Las Misioneras, por su juventud, por su contacto con los alejados de la Iglesia, por la tentación que podría hacerlas sucumbir a apostolados más radicales, estuvieron expuestas más que nadie a dejarse llevar por los nuevos hallazgos, aunque ellas mismas se perdieran. No fue así. Y en términos generales hemos de decir que la Congregación se mantuvo con toda dignidad fiel a sus compromisos, sin que las facilidades para desviarse sumieran a sus hijas en la perplejidad y la vacilación. Surgieron nuevas vocaciones y se multiplicaron las fundaciones en España, en África, en América. Hemos de reconocer que ello fue posible, en gran parte, gracias a la profundidad de espíritu y la capacidad de dirección de la M. Dolores, compatibles con su sencillez y su humilde, pero ardiente amor a Jesucristo.

No se puede olvidar tampoco la atención que prestaron a las Misioneras hombres ilustres de la Iglesia de Madrid, empezando por el Obispo Mons. Eijo y Garay, y sus colaboradores de Curia más cercanos, sobre todo de Mons. Bueno Monreal, que se prolongó durante los años en que fue Cardenal Arzobispo de Sevilla.

Aun así y después de que en 1967 la Congregación pasó a ser de derecho pontificio, no pudo librarse totalmente de los desórdenes de pensamiento y de actuación apostólica, como doloroso tributo que tuvo que pagar a los años atormentados del post-concilio. Ello hizo sufrir mucho a la M. Dolores, que, además, tuvo que padecer constantemente a lo largo de su vida enfermedades físicas, que se traducían en insomnios y jaquecas frecuentes.

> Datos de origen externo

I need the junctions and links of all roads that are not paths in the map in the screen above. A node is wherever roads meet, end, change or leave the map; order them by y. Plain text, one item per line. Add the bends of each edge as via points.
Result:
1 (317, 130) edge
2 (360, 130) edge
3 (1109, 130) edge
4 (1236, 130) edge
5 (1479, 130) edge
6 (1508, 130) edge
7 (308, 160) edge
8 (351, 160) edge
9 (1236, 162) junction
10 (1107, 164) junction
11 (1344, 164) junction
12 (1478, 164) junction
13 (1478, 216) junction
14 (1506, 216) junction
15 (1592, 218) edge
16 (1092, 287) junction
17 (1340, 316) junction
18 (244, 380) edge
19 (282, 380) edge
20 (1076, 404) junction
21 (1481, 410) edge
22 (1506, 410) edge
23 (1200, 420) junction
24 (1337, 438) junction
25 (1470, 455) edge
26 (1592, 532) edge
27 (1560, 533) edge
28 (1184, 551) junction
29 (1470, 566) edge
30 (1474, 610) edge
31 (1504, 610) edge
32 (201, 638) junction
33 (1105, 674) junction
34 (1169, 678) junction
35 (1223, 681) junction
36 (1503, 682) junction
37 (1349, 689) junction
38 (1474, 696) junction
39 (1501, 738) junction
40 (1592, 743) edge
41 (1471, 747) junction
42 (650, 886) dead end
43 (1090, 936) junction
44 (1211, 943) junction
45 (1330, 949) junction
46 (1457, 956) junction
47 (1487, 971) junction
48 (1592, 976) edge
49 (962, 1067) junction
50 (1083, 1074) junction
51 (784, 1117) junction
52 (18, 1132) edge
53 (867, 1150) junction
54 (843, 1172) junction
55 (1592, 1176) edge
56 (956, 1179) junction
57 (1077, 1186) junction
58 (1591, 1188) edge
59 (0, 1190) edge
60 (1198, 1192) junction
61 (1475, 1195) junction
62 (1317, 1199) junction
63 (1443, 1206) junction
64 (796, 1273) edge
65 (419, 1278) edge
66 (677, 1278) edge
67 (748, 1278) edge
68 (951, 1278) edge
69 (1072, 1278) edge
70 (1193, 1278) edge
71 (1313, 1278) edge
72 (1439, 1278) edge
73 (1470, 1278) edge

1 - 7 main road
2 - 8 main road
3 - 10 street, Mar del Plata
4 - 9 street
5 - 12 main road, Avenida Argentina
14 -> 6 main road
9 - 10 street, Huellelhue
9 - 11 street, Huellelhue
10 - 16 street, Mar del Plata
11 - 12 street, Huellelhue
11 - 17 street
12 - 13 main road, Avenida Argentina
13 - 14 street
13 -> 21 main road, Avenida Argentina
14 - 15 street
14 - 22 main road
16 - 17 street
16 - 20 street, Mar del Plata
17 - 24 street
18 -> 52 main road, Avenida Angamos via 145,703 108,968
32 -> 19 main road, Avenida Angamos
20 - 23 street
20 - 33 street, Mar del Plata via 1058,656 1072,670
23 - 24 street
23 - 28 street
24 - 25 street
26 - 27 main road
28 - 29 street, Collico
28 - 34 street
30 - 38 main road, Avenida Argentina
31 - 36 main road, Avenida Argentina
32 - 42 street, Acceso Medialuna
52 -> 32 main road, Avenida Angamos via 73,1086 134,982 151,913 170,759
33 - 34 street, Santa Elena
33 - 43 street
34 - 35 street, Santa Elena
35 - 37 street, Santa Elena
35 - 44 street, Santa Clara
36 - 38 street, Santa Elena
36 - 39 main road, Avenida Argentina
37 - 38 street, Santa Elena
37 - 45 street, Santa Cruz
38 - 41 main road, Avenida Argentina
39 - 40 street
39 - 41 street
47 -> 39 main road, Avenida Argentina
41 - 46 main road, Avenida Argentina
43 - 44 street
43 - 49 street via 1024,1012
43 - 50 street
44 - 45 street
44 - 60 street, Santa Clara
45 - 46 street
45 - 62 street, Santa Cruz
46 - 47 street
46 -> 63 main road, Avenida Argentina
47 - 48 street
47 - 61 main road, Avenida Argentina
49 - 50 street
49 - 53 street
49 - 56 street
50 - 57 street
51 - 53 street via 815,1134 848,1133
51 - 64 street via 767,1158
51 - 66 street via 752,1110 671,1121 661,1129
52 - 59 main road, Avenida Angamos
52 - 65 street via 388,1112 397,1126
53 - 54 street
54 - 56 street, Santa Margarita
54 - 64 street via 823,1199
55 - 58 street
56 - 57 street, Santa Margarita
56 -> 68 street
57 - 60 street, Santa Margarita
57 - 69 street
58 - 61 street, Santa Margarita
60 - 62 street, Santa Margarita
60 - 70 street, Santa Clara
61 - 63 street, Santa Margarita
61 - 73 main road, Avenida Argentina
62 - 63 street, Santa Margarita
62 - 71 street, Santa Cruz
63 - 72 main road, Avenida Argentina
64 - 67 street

En 1984 llegó al fin la llamada de Dios. Un cáncer implacable fue devorando su rostro y garganta en medio de atroces sufrimientos. Ella lo ofrecía todo a Dios y pedía a sus hijas que fueran fieles. En la fase última de su enfermedad ningún día dejó de celebrarse la misa en la capilla de la casa, para que ella pudiera seguirla. En la tarde del 21 de agosto, hacia las 8:20, mientras se celebraba el sacrificio eucarístico, la M. Dolores con su rostro tumefacto y medio deshecho, la que tanto había amado y sufrido, como otro Cristo que entregaba su espíritu al Padre, dejó de existir.

Al terminar mi reflexión para el prólogo, que me ha sido pedido, vuelvo a decir: Yo no sabía que la M. Dolores era así. Es decir, su encantadora sencillez y su humildad ocultaban las virtudes que poseía y no dejaban conocer fácilmente el inmenso bien que hizo en su vida y la grandeza de alma, con que Dios quiso adornarla. El lector de este precioso libro, lleno de testimonios elocuentes, sencillo también, pero admirablemente escrito y ordenado, podrá comprobarlo.